"I am large. I contain multitudes." - Walt Whitman, Leaves of Grass
Monday, September 21, 2009
"You have been my friend. That in itself is a tremendous thing." ~ E.B. White
Anyone who knows me knows that I am an unworthy recipient of God's gift of imparting laughter to others.
It is something I can't control. It is in many ways, similar to writing. The muse visits you and leaves on its own accord, its own timetable. And that lack of control - having no say whatsoever on when it visits and how long it stays - keeps me appreciating it more and more through the years. And because I can't crack jokes on demand, I am always grateful when I am surrounded by laughter. And when it is in response to a joke that I shared, or a funny story I recounted, I am not just grateful, I am grateful beyond words.
Most of my friendships start with laughter. But a whole lot of them really just live there and stay there. A number of them progress a little deeper, to the point where I can show not just the funny side of me, but the serious side too. Inevitably, the snarky and snappish sides of me will turn up as well. I don't always appreciate that, but rightly or wrongly, they seem to be part of who I am.
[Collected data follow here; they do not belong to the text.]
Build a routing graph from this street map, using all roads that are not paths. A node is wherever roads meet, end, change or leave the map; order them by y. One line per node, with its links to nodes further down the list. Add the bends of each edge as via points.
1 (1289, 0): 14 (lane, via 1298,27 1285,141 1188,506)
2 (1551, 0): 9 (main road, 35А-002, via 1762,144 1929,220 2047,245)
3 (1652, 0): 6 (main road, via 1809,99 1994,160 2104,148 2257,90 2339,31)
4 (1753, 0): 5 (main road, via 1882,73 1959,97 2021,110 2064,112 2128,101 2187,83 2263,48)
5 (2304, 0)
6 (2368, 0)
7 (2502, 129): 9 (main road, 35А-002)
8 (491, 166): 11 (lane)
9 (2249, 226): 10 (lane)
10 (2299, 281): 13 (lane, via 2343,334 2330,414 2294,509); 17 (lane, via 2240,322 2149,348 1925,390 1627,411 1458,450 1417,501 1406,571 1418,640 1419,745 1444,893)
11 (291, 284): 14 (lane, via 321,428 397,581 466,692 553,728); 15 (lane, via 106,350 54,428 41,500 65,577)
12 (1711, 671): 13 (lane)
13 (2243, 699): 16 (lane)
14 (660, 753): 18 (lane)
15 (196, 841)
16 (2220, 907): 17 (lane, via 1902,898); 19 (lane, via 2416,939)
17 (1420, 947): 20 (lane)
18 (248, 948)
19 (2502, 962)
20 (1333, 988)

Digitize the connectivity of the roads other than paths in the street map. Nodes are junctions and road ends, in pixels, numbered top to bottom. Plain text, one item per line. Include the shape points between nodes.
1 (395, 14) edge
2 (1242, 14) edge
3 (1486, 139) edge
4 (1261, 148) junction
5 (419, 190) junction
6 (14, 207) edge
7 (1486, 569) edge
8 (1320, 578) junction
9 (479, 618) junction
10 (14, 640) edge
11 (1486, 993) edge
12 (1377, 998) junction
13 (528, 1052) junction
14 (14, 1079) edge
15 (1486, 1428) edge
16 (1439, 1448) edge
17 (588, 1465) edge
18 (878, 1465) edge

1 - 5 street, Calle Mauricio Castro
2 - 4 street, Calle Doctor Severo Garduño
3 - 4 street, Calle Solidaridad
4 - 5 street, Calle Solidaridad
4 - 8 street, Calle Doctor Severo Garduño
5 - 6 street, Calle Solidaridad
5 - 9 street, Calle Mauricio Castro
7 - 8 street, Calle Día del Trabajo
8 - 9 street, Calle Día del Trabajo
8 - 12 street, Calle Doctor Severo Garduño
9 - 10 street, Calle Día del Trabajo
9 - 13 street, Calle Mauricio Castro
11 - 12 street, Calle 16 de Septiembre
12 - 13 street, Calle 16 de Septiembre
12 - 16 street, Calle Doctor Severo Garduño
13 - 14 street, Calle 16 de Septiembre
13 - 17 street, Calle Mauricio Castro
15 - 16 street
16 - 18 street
Last night, I had a couple of my close friends over for dinner and for some unfathomable reason, I knew I wouldn't necessarily be on funny mode last night. But I thought to myself that I thoroughly enjoy each of their company anyways. I also felt like I know them well enough to hope that I could be anything other than funny last night and they'd still be ok with it. That they'd still want to be my friends. Maybe they will even realize that with me, it is more of an honor I give to my friends when I turn up unfunny. It means I feel safe and accepted and welcomed, regardless of the muse.
There was a moment last night, when I was tinkering in the kitchen. One friend was checking FB on my laptop while sitting on my sofa and another friend was reading on my daybed. There were no conversations. The only sound was of Tuck and Patti songs filling my small flat to the brim.
I really, really liked that moment, Lord. It touched me so. And I think it's because even though sharing laughter marks the start of most of my friendships, sharing silence seals it for me. And I found myself in that moment not just thankful for these two friends, but also hopeful that these friendships will last.
Thank You for blessing me with these friendships, Lord. Take care of each of them. Thank You that You do.